-- Problem description --
Scan the records below. Copy every line in which the word "Honvault" appears.
======== Data for processing
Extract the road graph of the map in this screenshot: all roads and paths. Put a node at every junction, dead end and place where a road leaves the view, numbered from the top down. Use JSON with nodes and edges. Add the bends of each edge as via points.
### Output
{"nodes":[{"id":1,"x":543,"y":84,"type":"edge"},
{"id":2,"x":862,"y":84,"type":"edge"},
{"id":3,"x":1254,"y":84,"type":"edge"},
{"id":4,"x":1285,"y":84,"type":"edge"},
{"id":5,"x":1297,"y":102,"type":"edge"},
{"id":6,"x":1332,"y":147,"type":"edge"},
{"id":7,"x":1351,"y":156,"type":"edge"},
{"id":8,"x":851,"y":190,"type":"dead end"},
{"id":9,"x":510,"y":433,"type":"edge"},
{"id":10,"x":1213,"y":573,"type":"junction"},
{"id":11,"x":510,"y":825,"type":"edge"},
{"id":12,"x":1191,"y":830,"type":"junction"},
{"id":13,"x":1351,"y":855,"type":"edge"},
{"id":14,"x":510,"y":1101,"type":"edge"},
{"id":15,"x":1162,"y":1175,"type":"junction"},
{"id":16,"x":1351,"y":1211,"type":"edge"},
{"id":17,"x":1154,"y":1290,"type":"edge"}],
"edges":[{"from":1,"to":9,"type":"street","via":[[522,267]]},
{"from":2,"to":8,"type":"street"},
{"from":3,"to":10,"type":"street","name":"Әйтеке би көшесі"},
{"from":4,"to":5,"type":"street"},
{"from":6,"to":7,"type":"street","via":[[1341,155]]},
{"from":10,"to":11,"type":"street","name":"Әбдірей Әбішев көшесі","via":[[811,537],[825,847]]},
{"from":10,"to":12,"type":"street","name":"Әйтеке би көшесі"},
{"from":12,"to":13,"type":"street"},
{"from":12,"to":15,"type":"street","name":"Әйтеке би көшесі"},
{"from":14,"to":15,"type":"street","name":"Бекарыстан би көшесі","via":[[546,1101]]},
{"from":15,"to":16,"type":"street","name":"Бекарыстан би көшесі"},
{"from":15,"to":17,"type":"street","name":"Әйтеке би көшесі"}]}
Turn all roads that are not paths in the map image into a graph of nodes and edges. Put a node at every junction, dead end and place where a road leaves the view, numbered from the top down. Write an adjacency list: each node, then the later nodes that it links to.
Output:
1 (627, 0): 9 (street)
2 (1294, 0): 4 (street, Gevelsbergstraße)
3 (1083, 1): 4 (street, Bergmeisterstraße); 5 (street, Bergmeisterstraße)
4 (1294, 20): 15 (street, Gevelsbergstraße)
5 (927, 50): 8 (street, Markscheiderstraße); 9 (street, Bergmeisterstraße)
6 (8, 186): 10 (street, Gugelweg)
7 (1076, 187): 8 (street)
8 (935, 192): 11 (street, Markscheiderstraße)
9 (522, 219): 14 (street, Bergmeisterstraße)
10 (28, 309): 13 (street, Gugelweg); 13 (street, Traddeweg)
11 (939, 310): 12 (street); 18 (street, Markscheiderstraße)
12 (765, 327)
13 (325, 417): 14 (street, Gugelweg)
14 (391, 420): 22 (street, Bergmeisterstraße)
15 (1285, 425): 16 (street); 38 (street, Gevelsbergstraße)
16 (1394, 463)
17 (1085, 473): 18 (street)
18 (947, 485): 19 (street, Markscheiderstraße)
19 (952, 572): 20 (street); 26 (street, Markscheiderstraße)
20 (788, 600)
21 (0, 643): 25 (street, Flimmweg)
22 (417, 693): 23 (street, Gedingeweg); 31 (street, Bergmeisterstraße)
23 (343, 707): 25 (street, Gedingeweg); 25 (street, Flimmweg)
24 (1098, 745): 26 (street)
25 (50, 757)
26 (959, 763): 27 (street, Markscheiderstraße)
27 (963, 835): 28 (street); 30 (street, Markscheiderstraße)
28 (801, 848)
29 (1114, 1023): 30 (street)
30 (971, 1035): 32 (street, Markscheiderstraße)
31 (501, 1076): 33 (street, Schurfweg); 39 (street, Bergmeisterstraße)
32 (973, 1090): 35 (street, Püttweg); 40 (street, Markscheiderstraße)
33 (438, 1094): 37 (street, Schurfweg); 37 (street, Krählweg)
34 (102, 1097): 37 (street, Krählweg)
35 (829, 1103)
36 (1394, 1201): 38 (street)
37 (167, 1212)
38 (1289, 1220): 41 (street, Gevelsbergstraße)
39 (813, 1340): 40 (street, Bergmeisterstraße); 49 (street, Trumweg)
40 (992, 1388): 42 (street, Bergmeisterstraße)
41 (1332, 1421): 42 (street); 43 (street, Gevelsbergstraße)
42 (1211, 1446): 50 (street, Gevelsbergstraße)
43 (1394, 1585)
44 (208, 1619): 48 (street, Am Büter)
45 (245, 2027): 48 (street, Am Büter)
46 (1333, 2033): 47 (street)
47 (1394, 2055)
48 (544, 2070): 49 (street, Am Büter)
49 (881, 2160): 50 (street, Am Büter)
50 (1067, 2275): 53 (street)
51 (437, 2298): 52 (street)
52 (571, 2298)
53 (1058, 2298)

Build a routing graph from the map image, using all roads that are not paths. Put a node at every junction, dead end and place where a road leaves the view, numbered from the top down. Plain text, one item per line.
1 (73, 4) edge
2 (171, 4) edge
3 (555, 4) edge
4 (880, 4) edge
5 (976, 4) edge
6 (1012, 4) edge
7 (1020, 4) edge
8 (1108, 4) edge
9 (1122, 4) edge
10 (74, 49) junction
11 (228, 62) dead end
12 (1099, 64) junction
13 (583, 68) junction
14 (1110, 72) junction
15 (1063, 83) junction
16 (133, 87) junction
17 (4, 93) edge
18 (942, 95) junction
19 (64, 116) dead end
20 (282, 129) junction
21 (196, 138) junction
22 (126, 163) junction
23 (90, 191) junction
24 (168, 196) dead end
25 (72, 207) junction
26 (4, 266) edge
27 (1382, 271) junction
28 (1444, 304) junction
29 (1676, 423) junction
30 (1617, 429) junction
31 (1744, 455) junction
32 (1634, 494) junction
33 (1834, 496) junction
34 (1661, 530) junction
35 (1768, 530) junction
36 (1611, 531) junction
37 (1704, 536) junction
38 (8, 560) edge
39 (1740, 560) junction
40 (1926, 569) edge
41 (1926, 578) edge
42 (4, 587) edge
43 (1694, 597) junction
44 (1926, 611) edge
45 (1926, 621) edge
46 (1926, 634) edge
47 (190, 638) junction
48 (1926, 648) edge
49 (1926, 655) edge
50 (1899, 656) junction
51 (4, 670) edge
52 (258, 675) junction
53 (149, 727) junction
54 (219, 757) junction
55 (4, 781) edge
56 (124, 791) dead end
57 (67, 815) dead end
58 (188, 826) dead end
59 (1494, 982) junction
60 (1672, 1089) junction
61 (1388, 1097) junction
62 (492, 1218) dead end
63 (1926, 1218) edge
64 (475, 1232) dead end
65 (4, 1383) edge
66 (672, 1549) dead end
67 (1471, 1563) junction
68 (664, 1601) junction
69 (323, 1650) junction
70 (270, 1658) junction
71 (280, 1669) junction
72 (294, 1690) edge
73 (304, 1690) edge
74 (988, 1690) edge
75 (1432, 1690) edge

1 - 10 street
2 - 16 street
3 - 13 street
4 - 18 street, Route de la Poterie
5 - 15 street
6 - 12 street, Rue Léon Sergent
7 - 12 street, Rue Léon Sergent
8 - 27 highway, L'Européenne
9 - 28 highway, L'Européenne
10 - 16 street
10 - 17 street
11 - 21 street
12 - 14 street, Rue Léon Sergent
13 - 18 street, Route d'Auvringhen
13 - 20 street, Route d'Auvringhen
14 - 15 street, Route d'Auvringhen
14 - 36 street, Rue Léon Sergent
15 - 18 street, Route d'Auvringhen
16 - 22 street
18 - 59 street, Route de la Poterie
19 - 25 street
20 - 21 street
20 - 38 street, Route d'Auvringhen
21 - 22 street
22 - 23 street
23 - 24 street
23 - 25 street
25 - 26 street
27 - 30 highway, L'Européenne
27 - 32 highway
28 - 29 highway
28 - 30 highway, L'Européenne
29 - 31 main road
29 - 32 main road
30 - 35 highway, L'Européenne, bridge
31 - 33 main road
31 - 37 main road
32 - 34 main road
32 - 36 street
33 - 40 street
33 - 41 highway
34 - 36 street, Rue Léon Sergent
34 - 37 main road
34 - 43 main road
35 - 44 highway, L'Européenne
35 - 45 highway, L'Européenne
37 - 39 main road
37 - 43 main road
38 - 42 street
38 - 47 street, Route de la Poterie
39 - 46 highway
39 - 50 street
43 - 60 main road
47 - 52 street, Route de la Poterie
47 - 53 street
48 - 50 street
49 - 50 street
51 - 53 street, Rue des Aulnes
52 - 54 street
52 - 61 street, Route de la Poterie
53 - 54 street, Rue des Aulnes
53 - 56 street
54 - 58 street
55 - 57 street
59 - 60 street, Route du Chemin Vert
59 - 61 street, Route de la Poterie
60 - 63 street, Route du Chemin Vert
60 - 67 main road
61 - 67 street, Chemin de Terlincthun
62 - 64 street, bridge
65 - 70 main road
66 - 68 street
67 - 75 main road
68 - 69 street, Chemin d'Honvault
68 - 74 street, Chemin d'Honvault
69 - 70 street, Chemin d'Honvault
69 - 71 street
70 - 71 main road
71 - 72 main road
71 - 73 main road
================
-- Task result --
68 - 69 street, Chemin d'Honvault
68 - 74 street, Chemin d'Honvault
69 - 70 street, Chemin d'Honvault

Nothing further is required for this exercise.